What the exercise asks »
Your answer should be the lines below from the one with "4h4l2 5-3 2q2" to the one with "6 2 6-2v14l-6", both included, given again exactly and with nothing added.

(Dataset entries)
┄┄┄┄┄┄┄┄┄┄┄┄┄┄┄┄┄┄┄┄

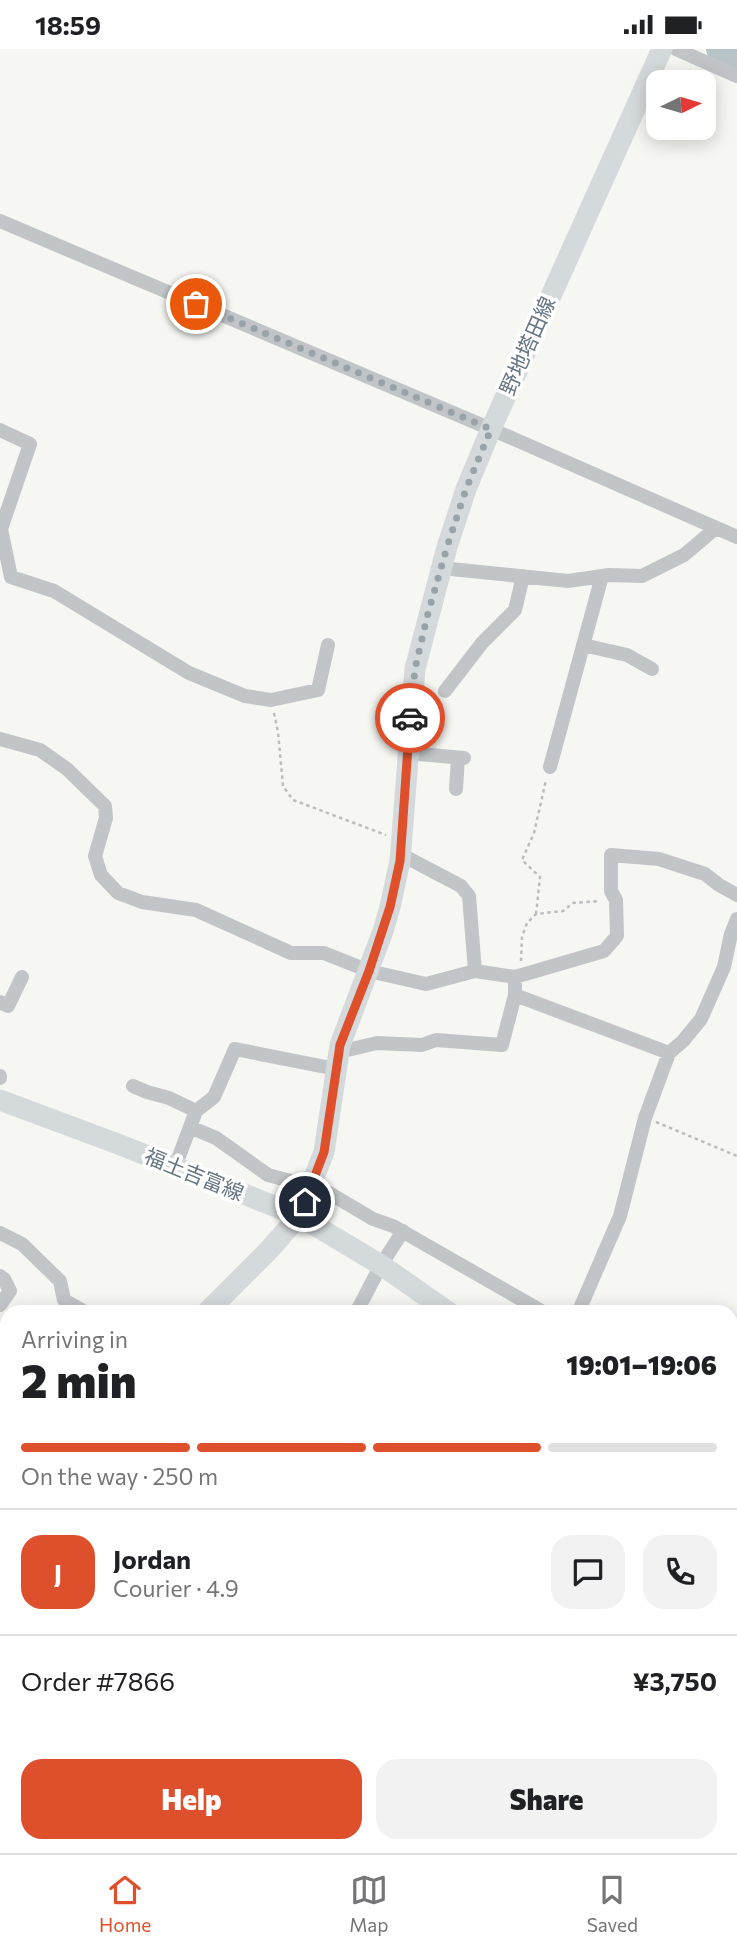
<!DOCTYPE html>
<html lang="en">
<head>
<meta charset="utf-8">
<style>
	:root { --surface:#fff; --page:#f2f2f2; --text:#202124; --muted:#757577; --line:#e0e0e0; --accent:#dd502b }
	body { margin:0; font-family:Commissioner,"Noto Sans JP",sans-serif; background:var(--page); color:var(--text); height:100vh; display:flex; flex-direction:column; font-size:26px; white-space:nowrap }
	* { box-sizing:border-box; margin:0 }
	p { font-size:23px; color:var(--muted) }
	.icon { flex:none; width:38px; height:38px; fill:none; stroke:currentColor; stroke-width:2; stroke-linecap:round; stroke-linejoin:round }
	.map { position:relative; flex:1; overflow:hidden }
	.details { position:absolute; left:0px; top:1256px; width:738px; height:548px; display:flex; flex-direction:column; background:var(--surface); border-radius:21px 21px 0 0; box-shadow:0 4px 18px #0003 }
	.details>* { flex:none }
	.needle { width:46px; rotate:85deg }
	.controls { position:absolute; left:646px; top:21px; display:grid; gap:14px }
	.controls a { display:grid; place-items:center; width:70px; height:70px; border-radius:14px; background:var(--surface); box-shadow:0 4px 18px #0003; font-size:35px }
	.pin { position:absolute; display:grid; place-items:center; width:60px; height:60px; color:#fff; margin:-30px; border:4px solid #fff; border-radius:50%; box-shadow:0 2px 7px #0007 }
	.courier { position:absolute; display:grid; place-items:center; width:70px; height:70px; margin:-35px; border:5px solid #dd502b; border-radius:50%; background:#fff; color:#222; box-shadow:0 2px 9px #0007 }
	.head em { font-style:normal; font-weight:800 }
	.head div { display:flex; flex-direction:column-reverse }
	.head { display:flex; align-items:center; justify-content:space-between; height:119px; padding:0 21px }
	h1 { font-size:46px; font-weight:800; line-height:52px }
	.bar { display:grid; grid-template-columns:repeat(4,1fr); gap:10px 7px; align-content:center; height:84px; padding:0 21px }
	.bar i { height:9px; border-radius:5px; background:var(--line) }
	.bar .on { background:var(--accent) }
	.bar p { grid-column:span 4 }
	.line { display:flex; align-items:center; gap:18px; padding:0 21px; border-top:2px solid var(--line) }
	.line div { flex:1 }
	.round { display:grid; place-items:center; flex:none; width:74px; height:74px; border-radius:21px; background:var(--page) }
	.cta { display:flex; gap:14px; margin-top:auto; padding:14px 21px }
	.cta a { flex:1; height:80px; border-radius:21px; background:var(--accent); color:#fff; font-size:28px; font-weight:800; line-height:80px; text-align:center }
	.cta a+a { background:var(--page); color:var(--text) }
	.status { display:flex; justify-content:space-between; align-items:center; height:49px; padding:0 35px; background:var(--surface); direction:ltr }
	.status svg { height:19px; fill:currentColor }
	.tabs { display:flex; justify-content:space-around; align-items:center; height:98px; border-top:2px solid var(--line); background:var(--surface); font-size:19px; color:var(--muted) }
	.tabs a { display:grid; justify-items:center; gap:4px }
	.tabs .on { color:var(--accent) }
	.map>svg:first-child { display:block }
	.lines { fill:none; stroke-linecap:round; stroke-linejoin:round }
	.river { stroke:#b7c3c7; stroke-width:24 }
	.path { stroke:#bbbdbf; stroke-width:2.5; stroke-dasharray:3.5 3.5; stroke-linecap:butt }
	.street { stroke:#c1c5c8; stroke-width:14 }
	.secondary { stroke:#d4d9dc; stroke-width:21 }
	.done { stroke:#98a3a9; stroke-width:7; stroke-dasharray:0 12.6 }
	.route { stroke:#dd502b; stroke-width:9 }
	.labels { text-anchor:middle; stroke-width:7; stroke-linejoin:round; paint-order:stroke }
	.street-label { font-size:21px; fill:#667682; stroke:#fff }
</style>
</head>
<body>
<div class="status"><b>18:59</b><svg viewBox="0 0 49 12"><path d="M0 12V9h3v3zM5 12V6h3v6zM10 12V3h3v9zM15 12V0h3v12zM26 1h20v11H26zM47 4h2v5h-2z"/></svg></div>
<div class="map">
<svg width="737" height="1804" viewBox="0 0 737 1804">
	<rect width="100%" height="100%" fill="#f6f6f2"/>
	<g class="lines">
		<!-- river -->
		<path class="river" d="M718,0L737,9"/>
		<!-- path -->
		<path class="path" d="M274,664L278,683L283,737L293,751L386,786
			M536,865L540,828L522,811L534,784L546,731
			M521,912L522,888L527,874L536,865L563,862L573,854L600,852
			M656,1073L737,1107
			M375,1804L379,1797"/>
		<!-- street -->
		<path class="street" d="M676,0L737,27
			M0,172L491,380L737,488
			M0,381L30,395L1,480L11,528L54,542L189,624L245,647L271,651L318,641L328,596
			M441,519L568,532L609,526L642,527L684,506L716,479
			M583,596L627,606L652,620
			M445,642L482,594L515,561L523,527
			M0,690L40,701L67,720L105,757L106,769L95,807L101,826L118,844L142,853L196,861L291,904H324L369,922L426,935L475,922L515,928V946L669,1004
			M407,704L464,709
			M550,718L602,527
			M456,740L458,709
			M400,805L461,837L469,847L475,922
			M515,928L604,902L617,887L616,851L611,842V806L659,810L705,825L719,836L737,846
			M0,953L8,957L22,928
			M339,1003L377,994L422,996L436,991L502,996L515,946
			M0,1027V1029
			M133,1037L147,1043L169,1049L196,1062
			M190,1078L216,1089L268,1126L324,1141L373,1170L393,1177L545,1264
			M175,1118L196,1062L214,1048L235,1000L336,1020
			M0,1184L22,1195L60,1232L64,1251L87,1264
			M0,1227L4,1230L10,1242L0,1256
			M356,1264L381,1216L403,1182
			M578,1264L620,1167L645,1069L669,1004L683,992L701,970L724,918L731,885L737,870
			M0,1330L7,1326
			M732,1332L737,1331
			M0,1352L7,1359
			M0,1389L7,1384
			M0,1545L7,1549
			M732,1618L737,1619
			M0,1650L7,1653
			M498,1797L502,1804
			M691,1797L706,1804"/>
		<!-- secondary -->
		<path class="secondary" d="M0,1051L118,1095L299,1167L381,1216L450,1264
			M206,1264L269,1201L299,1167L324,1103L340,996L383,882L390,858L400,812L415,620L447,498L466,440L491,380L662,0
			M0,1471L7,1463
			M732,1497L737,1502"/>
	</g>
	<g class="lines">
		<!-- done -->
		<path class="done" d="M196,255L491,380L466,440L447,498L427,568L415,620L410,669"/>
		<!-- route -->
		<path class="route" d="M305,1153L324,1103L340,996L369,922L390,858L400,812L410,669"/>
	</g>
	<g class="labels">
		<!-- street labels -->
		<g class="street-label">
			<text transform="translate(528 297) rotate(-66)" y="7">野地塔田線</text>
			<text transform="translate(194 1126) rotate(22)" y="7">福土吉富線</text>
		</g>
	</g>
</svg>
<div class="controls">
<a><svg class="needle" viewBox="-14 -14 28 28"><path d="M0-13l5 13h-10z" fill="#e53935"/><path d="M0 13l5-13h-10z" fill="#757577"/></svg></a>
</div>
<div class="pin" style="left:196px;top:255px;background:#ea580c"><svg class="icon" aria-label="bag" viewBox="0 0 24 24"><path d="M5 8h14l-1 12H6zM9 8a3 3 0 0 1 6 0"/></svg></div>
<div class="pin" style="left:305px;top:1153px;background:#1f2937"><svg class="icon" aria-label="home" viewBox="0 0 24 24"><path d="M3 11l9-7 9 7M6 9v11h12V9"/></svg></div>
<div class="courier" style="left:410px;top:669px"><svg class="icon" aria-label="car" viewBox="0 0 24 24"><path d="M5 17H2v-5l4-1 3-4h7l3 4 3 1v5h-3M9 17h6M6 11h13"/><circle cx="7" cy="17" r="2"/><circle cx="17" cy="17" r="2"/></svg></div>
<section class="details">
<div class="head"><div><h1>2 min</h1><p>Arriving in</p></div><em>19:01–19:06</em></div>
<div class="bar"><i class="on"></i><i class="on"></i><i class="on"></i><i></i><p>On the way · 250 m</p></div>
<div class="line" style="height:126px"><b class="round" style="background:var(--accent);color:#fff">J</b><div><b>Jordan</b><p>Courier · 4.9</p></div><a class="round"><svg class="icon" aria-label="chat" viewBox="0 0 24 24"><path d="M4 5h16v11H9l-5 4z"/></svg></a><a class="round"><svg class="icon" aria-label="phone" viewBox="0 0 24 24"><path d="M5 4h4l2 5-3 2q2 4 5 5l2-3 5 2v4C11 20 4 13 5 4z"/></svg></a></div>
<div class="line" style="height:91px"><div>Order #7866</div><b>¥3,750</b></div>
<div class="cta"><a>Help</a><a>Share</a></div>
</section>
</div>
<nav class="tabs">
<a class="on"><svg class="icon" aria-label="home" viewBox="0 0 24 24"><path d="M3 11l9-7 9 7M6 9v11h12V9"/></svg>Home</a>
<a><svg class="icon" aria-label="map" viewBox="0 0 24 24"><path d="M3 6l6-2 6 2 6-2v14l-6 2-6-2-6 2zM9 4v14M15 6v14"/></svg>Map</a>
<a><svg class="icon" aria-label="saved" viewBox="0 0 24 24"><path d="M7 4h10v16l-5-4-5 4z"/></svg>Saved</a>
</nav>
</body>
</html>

┄┄┄┄┄┄┄┄┄┄┄┄┄┄┄┄┄┄┄┄

Reply »
<div class="line" style="height:126px"><b class="round" style="background:var(--accent);color:#fff">J</b><div><b>Jordan</b><p>Courier · 4.9</p></div><a class="round"><svg class="icon" aria-label="chat" viewBox="0 0 24 24"><path d="M4 5h16v11H9l-5 4z"/></svg></a><a class="round"><svg class="icon" aria-label="phone" viewBox="0 0 24 24"><path d="M5 4h4l2 5-3 2q2 4 5 5l2-3 5 2v4C11 20 4 13 5 4z"/></svg></a></div>
<div class="line" style="height:91px"><div>Order #7866</div><b>¥3,750</b></div>
<div class="cta"><a>Help</a><a>Share</a></div>
</section>
</div>
<nav class="tabs">
<a class="on"><svg class="icon" aria-label="home" viewBox="0 0 24 24"><path d="M3 11l9-7 9 7M6 9v11h12V9"/></svg>Home</a>
<a><svg class="icon" aria-label="map" viewBox="0 0 24 24"><path d="M3 6l6-2 6 2 6-2v14l-6 2-6-2-6 2zM9 4v14M15 6v14"/></svg>Map</a>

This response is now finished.